ANTHRAX's CHARLIE BENANTE: 'I Don't Think PHILIP ANSELMO Is A Racist'

ANTHRAX's CHARLIE BENANTE: 'I Don't Think PHILIP ANSELMO Is A Racist'

ANTHRAX drummer Charlie Benante has weighed in on last month's incident when ex-PANTERA singer Philip Anselmo made a "white power" gesture onstage at a concert.

Anselmo performed the PANTERA classic "Walk" at the January 22 "Dimebash" event at the Lucky Strike Live in Hollywood, California in honor of his former bandmate, late PANTERA guitarist "Dimebag" Darrell Abbott. As he left the stage, he made a Nazi-style salute. He appeared to say "white power" as he made the gesture, but he later claimed he was referring to drinking white wine as part of an "inside joke." Anselmo has since released a video message, saying that he "deserves completely" the "heat" that he has been getting over his actions and claiming to be "a thousand percent apologetic to anyone that took offense to what [he] said."

Several notable musicians have come out and criticized Anselmo for his actions, including ANTHRAX guitarist Scott Ian, who suggested Anselmo show how sincere he is by making a donation to Jewish human rights organization the Simon Wiesenthal Center. Scott also wrote in an online post: "Philip's actions were vile and that should be the focus here; anything else is just noise."

Now Benante has defended Philip for his actions, explaining that Anselmo is "genuinely sorry for saying" what he did and calling the former PANTERA singer "my friend."
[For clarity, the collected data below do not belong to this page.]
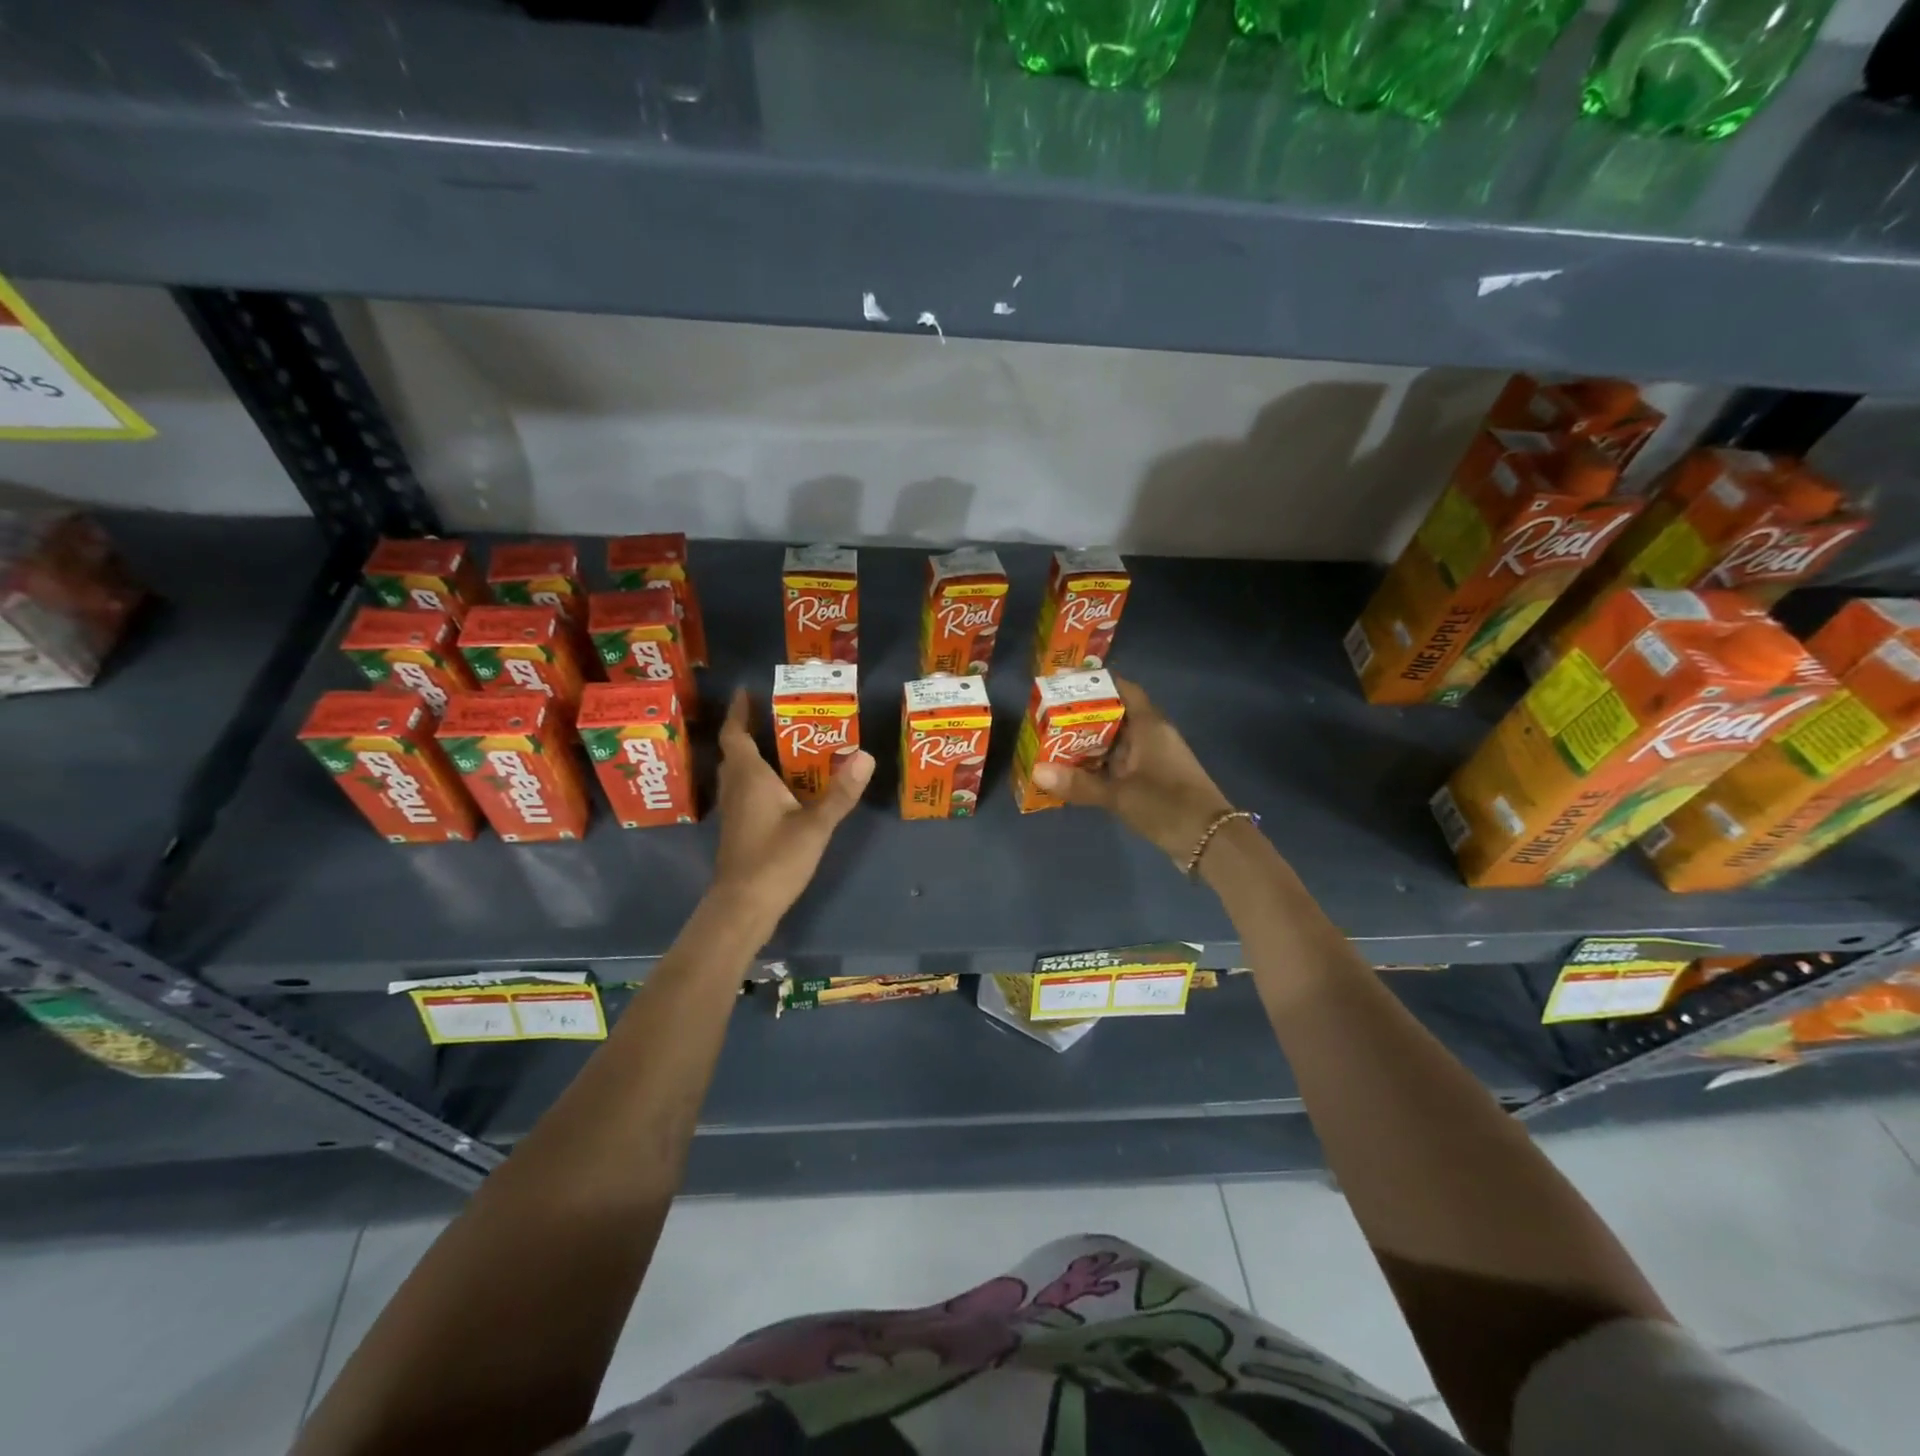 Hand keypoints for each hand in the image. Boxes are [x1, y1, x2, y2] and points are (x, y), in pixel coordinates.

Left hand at [711, 687, 873, 916]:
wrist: (743, 907)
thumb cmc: (775, 860)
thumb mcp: (815, 825)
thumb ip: (840, 792)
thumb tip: (866, 756)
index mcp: (749, 778)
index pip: (736, 735)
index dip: (739, 712)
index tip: (746, 691)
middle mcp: (736, 789)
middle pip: (734, 752)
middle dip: (748, 731)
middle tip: (774, 716)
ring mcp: (733, 812)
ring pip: (737, 773)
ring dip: (750, 755)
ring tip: (780, 745)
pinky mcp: (738, 830)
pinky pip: (743, 791)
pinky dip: (756, 779)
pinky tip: (779, 788)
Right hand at [1031, 676, 1234, 863]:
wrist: (1212, 842)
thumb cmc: (1167, 806)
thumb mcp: (1119, 795)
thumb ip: (1079, 784)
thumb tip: (1036, 771)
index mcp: (1149, 725)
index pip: (1123, 689)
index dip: (1096, 682)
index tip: (1066, 683)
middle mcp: (1153, 735)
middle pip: (1116, 714)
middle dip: (1084, 715)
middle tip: (1049, 717)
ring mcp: (1156, 758)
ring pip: (1118, 741)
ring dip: (1091, 742)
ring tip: (1054, 742)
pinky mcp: (1156, 779)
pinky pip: (1123, 762)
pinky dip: (1102, 763)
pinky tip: (1078, 772)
Speaking to the "Moshpit" radio show, which airs from the SYN Studios in Melbourne, Australia, Benante said (hear audio below): "I think Philip made a mistake. I think there were other things… other factors involved in that situation that people probably didn't see. And I've known Philip Anselmo forever, and I don't think Philip is a racist. I just think he's become the poster boy for this. And I know it shocked a lot of people and it pissed off a lot of people. But I think he's genuinely sorry for saying anything like that. And, yeah, he's my friend."

In an interview with Sticks For Stones, Ian said that Anselmo should be forgiven for his actions "if he proves that he deserves to be. Just asking to be forgiven doesn't mean you should be forgiven. And I've had a running dialogue with Phil since this happened. It's not like I just posted something online without actually speaking to my friend. I've been having a dialogue back and forth with him. 'Cause if I didn't care, I wouldn't have contacted him at all. But I cared. Phil, I've known the dude almost thirty years. He's like a brother; he's family. And when someone in your family has a problem, you discuss it and you try and find a solution."

He continued: "My attitude towards the whole thing was, to me, silence is complicity. If you don't say something about something like this, then you're condoning it, and I can't condone that in any way, shape or form. It's not okay in any world, let alone the metal world, to do these kind of things in any type of context, because words are too powerful, especially Phil Anselmo's words, because there's too many impressionable people out there who listen to every fucking thing that he says. So, you know, bottom line is he needs to prove that he should be forgiven, and the only thing that will prove that is his actions. And I am, of course, willing to give him the opportunity to prove that, because, like I said, he's like my brother. So I didn't write him off. I talked to him about it, and I have every hope inside of my heart that he will prove to the world that he is not this person."

Ian went on to reiterate the fact that he wants to see Anselmo learn from the incident and realize the error of his ways.

"The fact is he made his mistake in front of the world," Scott said. "You just need to be smarter than that — bottom line, you know. I mean, words have power, and that's what people need to understand. Not everybody understands your context. Not everybody sees everything you're gonna say about it. Some people will only see what you did and think that's okay. And that's the truth, because in the aftermath of the whole thing, and after I posted what I posted, I couldn't believe some of the ignorance coming back my way. Possibly the stupidest thing that I saw was someone saying to me, 'Well, why would you want him to donate money to the Simon Wiesenthal Center? That's a Jewish thing.' Sorry, to quote, 'That's a Jew thing, and 'white power' has nothing to do with Jews.' So that just shows you the ignorance out there. So, you know, people need to be educated. That's the bottom line here. People just really need to fucking learn a little bit, and I hope good will come out of this in some way, shape or form. Because it can't be accepted anywhere — not just the metal community, but anywhere in the world, it's unacceptable."